Breast Cancer
The Complete Guide
Hirshaut and Pressman
1992
This is a book to weed. Before you toss it into the weeding pile, you might want to consider using this item as a concrete example of why we we weed. Breast cancer treatment has made huge strides since this book was published. In the early 1990s, this would have been an excellent choice for a public library medical collection. However, breast cancer research has had quite a few breakthroughs since the early 1990s, which are not going to be covered in an early 1990s edition. However, before you toss it, it might be worth keeping to illustrate weeding. It is a concrete example that can illuminate some of the ideas about weeding and collection quality. We can make fun of all sorts of out of time fashion, but this book illustrates the serious side of weeding.

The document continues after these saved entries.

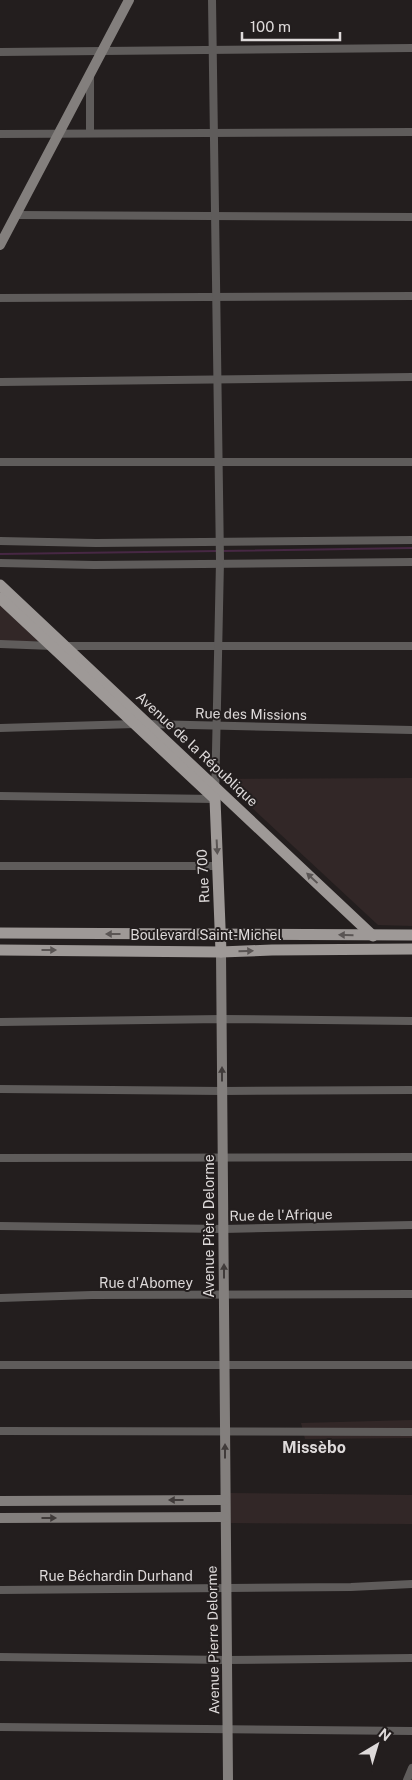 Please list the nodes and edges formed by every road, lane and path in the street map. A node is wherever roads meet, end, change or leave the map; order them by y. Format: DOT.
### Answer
graph roads {
  1 [pos="129,0"];
  2 [pos="212,0"];
  3 [pos="412,48"];
  4 [pos="212,50"];
  5 [pos="102,51"];
  6 [pos="0,52"];
  7 [pos="90,74"];
  8 [pos="412,132"];
  9 [pos="90,133"];
  10 [pos="214,133"];
  11 [pos="0,134"];
  12 [pos="59,134"];
  13 [pos="16,215"];
  14 [pos="215,217"];
  15 [pos="412,217"];
  16 [pos="0,245"];
  17 [pos="412,296"];
  18 [pos="0,298"];
  19 [pos="216,298"];
  20 [pos="412,377"];
  21 [pos="217,378"];
  22 [pos="0,382"];
  23 [pos="218,461"];
  24 [pos="0,462"];
  25 [pos="412,462"];
  26 [pos="412,540"];
  27 [pos="0,541"];
  28 [pos="219,544"];
  29 [pos="220,562"];
  30 [pos="412,562"];
  31 [pos="0,563"];
  32 [pos="0,585"];
  33 [pos="0,598"];
  34 [pos="0,644"];
  35 [pos="51,646"];
  36 [pos="65,646"];
  37 [pos="218,646"];
  38 [pos="412,646"];
  39 [pos="135,724"];
  40 [pos="148,724"];
  41 [pos="217,726"];
  42 [pos="0,728"];
  43 [pos="412,730"];
  44 [pos="215,793"];
  45 [pos="0,796"];
  46 [pos="0,866"];
  47 [pos="218,866"];
  48 [pos="0,933"];
  49 [pos="221,934"];
  50 [pos="412,934"];
  51 [pos="373,936"];
  52 [pos="412,949"];
  53 [pos="0,950"];
  54 [pos="221,952"];
  55 [pos="222,1019"];
  56 [pos="412,1021"];
  57 [pos="0,1022"];
  58 [pos="0,1089"];
  59 [pos="412,1090"];
  60 [pos="222,1091"];
  61 [pos="0,1158"];
  62 [pos="223,1158"];
  63 [pos="412,1158"];
  64 [pos="412,1225"];
  65 [pos="0,1226"];
  66 [pos="223,1229"];
  67 [pos="412,1294"];
  68 [pos="224,1296"];
  69 [pos="0,1298"];
  70 [pos="0,1364"];
  71 [pos="412,1365"];
  72 [pos="224,1366"];
  73 [pos="0,1431"];
  74 [pos="224,1432"];
  75 [pos="412,1432"];
  76 [pos="225,1500"];
  77 [pos="0,1501"];
  78 [pos="225,1517"];
  79 [pos="0,1518"];
  80 [pos="412,1584"];
  81 [pos="227,1588"];
  82 [pos="0,1590"];
  83 [pos="0,1656"];
  84 [pos="412,1658"];
  85 [pos="227,1660"];
  86 [pos="0,1727"];
  87 [pos="228,1730"];
  88 [pos="412,1731"];
  89 [pos="412,1768"];
  90 [pos="228,1780"];
  91 [pos="407,1780"];
  1 -- 5 [label="main road"];
  2 -- 4 [label="street"];
  3 -- 4 [label="street"];
  4 -- 5 [label="street"];
  4 -- 10 [label="street"];
  5 -- 6 [label="street"];
  5 -- 7 [label="main road"];
  7 -- 9 [label="street"];
  7 -- 12 [label="main road"];
  8 -- 10 [label="street"];
  9 -- 10 [label="street"];
  9 -- 12 [label="street"];
  10 -- 14 [label="street"];
  11 -- 12 [label="street"];
  12 -- 13 [label="main road"];
  13 -- 14 [label="street"];
  13 -- 16 [label="main road"];
  14 -- 15 [label="street"];
  14 -- 19 [label="street"];
  17 -- 19 [label="street"];
  18 -- 19 [label="street"];
  19 -- 21 [label="street"];
  20 -- 21 [label="street"];
  21 -- 22 [label="street"];
  21 -- 23 [label="street"];
  23 -- 24 [label="street"];
  23 -- 25 [label="street"];
  23 -- 28 [label="street"];
  26 -- 28 [label="street"];
  27 -- 28 [label="street"];
  28 -- 29 [label="street"];
  29 -- 30 [label="street"];
  29 -- 31 [label="street"];
  29 -- 37 [label="street"];
  32 -- 36 [label="main road, Avenue de la République"];
  33 -- 35 [label="main road, Avenue de la République"];
  34 -- 35 [label="street"];
  35 -- 36 [label="street"];
  35 -- 39 [label="main road, Avenue de la République"];
  36 -- 37 [label="street"];
  36 -- 40 [label="main road, Avenue de la République"];
  37 -- 38 [label="street"];
  37 -- 41 [label="street"];
  39 -- 40 [label="street, Rue des Missions"];
  39 -- 42 [label="street, Rue des Missions"];
  39 -- 44 [label="main road, Avenue de la République"];
  40 -- 41 [label="street, Rue des Missions"];
  40 -- 44 [label="main road, Avenue de la République"];
  41 -- 43 [label="street, Rue des Missions"];
  41 -- 44 [label="street"];
  44 -- 45 [label="street"];
  44 -- 47 [label="main road, Rue 700, one-way"];
  51 -- 44 [label="main road, Avenue de la République, one-way"];
  46 -- 47 [label="street"];
  47 -- 49 [label="main road, Rue 700"];
  49 -- 48 [label="main road, Boulevard Saint-Michel, one-way"];
  51 -- 49 [label="main road, Boulevard Saint-Michel, one-way"];
  49 -- 54 [label="main road, Rue 700"];
  50 -- 51 [label="main road, Boulevard Saint-Michel"];
  54 -- 52 [label="main road, Boulevard Saint-Michel, one-way"];
  53 -- 54 [label="main road, Boulevard Saint-Michel, one-way"];
  54 -- 55 [label="main road, Avenue Pière Delorme"];
  55 -- 56 [label="street"];
  55 -- 57 [label="street"];
  60 -- 55 [label="main road, Avenue Pière Delorme, one-way"];
  58 -- 60 [label="street"];
  59 -- 60 [label="street"];
  60 -- 62 [label="main road, Avenue Pière Delorme"];
  61 -- 62 [label="street"];
  62 -- 63 [label="street"];
  62 -- 66 [label="main road, Avenue Pière Delorme"];
  64 -- 66 [label="street, Rue de l'Afrique"];
  65 -- 66 [label="street, Rue de l'Afrique"];
  68 -- 66 [label="main road, Avenue Pière Delorme, one-way"];
  67 -- 68 [label="street, Rue d'Abomey"];
  68 -- 69 [label="street, Rue d'Abomey"];
  68 -- 72 [label="main road, Avenue Pière Delorme"];
  70 -- 72 [label="street"];
  71 -- 72 [label="street"];
  72 -- 74 [label="main road, Avenue Pière Delorme"];
  73 -- 74 [label="street"];
  74 -- 75 [label="street"];
  76 -- 74 [label="main road, Avenue Pière Delorme, one-way"];
  76 -- 77 [label="main road, one-way"];
  76 -- 78 [label="main road, Avenue Pierre Delorme"];
  79 -- 78 [label="main road, one-way"];
  78 -- 81 [label="main road, Avenue Pierre Delorme"];
  80 -- 81 [label="street, Rue Béchardin Durhand"];
  81 -- 82 [label="street, Rue Béchardin Durhand"];
  81 -- 85 [label="main road, Avenue Pierre Delorme"];
  83 -- 85 [label="street"];
  84 -- 85 [label="street"];
  85 -- 87 [label="main road, Avenue Pierre Delorme"];
  86 -- 87 [label="street"];
  87 -- 88 [label="street"];
  87 -- 90 [label="main road, Avenue Pierre Delorme"];
  89 -- 91 [label="street"];
}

I’ve also included a screen shot that shows that there have been subsequent editions by the author, yet all the editions have been retained by the owning library. Holly and I see this problem all the time in catalogs. It indicates a “buy it and forget it” mentality on the part of the library. If you have an idea that this might be happening at your library, it’s time to re-evaluate your collection process.
Speech over,
Mary
The cover looks a little dirty, too. Grievously dated personal health information/advice deserves to be removed, not because it has always been bad, but because it is bad now and will always stay bad.
For heaven’s sake! Would you actually hand an inquiring patron this faded, stained, out-of-date copy? Or keep it on the shelf to save a penny or two? I LOVE the idea of keeping it as a cautionary example.
At least it says “Whom Should I Tell…”
The insurance section is depressing because things have only gotten worse.